**** INFORMATION

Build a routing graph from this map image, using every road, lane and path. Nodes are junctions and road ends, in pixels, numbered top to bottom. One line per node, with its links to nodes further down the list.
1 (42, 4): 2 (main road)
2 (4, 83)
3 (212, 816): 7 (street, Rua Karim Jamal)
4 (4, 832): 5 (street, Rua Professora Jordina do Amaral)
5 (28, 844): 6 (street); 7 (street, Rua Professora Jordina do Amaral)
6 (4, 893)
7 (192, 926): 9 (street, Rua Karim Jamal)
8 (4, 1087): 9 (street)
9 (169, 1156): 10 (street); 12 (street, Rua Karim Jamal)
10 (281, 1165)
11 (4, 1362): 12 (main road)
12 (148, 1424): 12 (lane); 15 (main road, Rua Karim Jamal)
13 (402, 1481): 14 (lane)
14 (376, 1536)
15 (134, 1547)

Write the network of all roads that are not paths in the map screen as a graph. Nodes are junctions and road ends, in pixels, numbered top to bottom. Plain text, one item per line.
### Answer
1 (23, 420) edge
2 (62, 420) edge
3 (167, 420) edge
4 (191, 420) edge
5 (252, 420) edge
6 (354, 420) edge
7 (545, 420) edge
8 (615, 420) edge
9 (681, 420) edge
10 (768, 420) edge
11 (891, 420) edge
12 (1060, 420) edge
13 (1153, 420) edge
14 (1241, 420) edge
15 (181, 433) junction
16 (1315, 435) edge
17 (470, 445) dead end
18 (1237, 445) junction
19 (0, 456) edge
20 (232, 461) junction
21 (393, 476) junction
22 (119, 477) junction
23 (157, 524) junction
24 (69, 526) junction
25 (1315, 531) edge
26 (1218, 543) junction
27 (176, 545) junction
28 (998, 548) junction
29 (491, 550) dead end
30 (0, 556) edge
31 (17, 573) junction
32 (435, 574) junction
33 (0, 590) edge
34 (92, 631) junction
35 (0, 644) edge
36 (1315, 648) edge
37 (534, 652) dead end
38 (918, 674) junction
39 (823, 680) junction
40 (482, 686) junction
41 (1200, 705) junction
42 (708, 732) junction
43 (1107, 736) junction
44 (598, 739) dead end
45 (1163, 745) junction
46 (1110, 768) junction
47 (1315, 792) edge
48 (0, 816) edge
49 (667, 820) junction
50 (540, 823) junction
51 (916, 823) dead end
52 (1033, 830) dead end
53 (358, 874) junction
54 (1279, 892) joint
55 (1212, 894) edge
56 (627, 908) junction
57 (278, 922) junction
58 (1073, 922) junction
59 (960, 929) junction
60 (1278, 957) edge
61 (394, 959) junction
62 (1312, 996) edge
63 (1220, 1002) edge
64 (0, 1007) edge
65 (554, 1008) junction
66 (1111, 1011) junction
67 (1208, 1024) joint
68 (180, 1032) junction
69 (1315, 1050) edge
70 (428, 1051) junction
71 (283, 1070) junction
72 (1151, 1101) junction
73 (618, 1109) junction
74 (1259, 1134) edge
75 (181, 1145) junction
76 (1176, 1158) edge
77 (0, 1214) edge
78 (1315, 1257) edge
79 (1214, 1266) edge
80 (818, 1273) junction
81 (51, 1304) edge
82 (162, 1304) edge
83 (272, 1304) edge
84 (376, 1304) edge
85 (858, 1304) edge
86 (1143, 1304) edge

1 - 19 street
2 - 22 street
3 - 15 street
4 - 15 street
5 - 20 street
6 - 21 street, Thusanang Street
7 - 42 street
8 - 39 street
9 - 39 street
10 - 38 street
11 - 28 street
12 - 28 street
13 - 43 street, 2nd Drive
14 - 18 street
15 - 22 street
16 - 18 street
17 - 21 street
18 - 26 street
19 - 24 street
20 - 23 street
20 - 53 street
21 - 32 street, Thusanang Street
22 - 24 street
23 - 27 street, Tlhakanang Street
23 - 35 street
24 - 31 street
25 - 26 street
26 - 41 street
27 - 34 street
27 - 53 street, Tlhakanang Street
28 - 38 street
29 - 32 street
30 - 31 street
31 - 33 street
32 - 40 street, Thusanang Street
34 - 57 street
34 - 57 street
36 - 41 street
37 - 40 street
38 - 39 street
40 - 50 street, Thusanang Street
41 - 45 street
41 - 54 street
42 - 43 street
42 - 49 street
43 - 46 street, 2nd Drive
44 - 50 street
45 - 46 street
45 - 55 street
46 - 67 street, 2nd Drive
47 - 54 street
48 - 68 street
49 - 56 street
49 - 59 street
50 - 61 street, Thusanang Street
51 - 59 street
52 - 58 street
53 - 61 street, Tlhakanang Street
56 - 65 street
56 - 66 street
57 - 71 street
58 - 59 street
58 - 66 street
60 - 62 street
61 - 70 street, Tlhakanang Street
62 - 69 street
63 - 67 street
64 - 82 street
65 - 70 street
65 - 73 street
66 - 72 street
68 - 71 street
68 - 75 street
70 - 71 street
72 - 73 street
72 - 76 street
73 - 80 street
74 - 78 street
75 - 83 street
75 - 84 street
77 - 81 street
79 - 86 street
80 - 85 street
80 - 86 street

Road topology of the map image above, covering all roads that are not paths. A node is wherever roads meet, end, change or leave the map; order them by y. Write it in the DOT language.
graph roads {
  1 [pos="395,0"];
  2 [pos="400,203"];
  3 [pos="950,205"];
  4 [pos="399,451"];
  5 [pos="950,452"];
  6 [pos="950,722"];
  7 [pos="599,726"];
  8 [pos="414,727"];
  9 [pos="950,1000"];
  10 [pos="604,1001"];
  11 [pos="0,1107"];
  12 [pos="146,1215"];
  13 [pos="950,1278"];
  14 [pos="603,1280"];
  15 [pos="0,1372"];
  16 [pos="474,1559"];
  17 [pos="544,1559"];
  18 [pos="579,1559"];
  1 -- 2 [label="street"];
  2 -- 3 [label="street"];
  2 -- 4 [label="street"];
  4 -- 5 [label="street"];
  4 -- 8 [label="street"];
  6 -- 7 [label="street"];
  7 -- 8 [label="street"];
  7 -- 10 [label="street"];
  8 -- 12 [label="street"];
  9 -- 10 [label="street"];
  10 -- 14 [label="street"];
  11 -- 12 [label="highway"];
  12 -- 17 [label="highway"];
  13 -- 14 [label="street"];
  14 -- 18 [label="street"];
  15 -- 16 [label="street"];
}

********

▸ **WHAT NEEDS TO BE DONE**
Establish how many lines of the entries hold the word "junctions", giving nothing but the number.

▸ **COMPLETED EXERCISE**
2